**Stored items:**
*-*-*

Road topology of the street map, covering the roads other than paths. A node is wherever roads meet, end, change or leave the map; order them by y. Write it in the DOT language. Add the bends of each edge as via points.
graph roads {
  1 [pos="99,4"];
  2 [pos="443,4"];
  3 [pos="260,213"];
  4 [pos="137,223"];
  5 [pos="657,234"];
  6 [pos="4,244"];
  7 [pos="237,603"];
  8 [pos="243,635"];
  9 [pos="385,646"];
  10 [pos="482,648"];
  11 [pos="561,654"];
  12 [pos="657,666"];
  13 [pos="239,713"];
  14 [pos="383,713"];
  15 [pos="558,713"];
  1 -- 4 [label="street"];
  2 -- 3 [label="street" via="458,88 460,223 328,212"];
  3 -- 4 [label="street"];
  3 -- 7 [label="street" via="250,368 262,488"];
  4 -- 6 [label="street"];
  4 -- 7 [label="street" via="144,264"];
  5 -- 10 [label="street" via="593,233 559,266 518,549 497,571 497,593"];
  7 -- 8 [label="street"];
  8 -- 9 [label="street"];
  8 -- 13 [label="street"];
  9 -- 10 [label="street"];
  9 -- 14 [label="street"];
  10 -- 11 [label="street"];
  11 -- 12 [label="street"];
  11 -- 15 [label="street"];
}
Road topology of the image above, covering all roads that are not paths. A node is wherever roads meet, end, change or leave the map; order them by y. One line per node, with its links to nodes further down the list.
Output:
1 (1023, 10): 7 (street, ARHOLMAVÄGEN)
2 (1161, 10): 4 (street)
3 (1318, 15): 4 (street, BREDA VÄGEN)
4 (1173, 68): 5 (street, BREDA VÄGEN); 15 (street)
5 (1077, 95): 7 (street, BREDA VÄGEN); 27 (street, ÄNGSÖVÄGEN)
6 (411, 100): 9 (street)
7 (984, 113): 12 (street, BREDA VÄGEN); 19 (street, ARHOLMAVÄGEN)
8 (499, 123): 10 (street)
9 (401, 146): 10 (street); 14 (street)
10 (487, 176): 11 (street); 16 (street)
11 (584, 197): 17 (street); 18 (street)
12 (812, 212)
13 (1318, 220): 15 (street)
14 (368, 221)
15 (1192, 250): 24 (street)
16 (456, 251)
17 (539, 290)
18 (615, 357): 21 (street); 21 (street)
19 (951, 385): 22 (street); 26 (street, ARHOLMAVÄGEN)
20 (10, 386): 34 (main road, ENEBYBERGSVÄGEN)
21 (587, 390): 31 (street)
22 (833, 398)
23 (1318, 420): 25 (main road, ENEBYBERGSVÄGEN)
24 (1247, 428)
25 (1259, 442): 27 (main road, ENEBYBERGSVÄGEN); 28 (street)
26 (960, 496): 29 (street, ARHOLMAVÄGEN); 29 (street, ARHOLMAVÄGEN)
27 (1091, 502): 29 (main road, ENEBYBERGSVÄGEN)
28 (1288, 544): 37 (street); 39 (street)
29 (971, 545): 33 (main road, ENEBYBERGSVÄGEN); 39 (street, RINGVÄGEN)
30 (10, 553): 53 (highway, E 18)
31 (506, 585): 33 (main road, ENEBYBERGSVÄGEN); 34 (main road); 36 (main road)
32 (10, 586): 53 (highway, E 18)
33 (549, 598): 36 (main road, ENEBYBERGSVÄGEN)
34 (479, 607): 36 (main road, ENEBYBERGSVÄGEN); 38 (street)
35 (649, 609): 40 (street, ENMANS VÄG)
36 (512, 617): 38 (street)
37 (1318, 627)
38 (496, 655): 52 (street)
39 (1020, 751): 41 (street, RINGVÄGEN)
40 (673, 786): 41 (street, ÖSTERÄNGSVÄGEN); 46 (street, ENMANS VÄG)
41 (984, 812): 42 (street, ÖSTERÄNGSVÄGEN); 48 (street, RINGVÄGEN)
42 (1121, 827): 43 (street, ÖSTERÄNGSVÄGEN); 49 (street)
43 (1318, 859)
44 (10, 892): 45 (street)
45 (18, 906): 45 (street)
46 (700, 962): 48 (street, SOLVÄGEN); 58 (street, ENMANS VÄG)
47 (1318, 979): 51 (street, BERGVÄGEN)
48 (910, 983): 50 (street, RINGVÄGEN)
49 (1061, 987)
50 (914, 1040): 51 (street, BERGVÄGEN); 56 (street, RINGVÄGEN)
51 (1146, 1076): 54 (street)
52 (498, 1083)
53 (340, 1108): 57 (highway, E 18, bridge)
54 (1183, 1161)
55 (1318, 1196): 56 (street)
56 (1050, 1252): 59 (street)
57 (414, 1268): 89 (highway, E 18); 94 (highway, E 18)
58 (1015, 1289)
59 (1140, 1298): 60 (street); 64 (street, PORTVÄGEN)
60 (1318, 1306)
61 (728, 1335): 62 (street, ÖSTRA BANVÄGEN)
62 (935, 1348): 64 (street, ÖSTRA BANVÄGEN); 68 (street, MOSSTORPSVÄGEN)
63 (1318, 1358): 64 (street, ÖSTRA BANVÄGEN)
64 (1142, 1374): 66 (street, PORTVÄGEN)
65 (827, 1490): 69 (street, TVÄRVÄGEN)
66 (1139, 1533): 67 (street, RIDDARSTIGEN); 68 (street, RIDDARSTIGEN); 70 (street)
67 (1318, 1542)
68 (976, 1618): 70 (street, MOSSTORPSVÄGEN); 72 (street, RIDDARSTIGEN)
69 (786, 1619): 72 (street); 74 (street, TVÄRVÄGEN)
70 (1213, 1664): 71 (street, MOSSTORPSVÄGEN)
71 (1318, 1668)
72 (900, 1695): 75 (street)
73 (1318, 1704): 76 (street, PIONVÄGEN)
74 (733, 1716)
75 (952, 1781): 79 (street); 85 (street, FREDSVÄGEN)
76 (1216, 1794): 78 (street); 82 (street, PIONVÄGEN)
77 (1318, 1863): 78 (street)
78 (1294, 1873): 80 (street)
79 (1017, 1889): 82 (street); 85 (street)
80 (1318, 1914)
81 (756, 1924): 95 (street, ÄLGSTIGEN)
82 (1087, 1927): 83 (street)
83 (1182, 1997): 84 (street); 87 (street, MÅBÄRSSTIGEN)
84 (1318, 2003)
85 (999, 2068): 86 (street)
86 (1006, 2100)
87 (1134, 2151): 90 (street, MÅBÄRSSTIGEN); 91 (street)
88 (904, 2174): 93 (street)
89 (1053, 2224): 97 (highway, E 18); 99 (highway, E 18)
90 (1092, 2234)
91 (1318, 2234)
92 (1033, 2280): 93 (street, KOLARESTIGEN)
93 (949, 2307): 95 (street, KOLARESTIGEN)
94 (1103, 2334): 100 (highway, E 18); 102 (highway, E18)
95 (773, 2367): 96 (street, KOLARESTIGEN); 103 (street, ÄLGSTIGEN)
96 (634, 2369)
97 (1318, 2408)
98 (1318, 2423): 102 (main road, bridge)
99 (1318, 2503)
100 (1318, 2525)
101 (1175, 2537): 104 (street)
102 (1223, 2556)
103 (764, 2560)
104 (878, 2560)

*-*-*

**TASK DETAILS:** Determine the number of lines above that include the word "change"; the reply is that number only.

**WRITTEN RESPONSE:** 2